• YOUR GOAL:
In how many lines of the records does the string "Malone" appear? State only the number.
________
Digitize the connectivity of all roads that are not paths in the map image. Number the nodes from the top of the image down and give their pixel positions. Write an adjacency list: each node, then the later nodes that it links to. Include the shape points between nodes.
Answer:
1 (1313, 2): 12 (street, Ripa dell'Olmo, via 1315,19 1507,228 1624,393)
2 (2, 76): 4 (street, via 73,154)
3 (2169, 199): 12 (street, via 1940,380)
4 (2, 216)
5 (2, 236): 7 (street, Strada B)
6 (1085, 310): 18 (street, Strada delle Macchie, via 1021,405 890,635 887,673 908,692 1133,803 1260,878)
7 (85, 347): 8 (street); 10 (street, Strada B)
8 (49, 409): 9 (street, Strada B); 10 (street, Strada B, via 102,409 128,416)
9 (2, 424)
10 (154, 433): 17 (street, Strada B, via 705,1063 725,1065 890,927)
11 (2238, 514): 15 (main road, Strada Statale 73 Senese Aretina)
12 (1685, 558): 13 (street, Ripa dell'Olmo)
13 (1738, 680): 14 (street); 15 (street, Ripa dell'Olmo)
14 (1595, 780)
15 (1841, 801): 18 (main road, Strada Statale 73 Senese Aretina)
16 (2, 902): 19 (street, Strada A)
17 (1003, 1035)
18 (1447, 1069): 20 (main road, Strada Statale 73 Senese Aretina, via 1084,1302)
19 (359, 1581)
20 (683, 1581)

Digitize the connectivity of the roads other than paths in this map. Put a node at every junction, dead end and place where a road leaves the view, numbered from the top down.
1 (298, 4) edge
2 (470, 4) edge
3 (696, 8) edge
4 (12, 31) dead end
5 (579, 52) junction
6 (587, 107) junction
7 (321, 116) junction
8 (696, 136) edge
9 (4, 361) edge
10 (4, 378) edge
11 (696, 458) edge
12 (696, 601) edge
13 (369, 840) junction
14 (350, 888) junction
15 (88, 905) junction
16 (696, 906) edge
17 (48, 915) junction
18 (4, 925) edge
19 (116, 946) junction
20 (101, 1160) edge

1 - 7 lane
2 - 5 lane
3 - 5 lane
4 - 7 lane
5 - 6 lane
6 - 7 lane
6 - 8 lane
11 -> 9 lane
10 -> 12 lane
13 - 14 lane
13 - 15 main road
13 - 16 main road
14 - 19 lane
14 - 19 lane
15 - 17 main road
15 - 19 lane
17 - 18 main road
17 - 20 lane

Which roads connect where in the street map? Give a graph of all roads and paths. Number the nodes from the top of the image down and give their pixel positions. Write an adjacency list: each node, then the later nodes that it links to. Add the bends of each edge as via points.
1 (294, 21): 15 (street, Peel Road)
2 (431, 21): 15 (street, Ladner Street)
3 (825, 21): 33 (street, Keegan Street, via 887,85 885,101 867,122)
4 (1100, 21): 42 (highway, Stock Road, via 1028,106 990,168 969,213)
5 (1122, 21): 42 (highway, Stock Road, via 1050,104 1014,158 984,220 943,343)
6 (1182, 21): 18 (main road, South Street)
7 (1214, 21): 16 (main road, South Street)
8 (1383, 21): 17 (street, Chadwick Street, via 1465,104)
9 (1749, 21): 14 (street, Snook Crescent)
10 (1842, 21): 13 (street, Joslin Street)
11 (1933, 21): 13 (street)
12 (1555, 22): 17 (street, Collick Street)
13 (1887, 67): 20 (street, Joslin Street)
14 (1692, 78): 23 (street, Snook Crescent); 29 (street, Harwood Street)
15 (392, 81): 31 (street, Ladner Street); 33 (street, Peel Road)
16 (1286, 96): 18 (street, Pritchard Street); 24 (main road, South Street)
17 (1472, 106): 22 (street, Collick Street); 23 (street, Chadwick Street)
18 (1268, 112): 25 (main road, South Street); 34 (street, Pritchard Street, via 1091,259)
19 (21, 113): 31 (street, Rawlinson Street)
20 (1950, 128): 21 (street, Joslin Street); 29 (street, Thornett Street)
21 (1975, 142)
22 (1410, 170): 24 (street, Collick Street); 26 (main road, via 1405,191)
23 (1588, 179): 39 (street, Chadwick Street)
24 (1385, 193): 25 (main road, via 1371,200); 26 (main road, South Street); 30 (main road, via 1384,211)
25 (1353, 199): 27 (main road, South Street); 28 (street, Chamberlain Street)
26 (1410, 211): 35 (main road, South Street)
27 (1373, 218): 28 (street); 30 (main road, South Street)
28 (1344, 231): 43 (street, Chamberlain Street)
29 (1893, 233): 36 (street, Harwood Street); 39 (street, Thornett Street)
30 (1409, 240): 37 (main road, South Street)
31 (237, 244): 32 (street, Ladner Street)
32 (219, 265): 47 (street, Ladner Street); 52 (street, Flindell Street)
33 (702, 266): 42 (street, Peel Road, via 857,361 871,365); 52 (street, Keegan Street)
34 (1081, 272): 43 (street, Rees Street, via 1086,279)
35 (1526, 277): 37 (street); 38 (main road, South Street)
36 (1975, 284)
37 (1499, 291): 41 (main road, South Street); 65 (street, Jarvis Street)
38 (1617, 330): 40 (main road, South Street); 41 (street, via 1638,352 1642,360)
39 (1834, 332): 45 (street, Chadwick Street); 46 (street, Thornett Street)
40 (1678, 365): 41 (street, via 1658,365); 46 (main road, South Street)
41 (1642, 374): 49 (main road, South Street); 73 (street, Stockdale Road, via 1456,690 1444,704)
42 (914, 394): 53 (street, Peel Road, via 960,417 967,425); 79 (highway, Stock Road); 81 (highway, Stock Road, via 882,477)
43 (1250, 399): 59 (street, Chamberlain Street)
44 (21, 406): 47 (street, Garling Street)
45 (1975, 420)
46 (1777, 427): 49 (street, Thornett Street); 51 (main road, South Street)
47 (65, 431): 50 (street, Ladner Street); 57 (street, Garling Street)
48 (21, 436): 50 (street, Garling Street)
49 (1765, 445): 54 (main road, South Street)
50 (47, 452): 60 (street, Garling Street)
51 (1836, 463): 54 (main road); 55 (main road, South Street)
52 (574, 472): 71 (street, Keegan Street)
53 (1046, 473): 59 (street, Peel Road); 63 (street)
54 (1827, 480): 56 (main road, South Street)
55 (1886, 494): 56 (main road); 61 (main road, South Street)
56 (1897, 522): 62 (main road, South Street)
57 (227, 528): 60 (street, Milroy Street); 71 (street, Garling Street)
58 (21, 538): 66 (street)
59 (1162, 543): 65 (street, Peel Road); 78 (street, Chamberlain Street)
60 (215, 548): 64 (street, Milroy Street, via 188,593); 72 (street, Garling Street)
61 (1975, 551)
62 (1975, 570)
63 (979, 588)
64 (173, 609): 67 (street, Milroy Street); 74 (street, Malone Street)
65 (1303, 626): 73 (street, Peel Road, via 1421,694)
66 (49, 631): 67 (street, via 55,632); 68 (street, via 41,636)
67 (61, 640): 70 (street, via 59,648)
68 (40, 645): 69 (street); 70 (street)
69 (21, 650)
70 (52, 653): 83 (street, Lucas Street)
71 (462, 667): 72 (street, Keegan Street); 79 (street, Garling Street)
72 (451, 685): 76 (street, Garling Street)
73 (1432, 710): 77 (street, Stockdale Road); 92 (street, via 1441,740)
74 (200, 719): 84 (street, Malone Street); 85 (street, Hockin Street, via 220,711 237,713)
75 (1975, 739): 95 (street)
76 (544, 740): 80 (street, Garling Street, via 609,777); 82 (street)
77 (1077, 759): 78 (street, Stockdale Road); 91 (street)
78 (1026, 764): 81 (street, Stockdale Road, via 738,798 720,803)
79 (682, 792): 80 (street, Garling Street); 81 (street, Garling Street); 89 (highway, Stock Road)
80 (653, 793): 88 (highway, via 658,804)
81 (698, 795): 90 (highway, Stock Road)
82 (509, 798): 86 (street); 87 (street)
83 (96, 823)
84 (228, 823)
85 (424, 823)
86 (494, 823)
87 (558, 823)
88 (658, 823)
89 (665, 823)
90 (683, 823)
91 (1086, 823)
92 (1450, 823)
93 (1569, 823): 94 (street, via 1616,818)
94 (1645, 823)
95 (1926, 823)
________
• YOUR RESPONSE:
2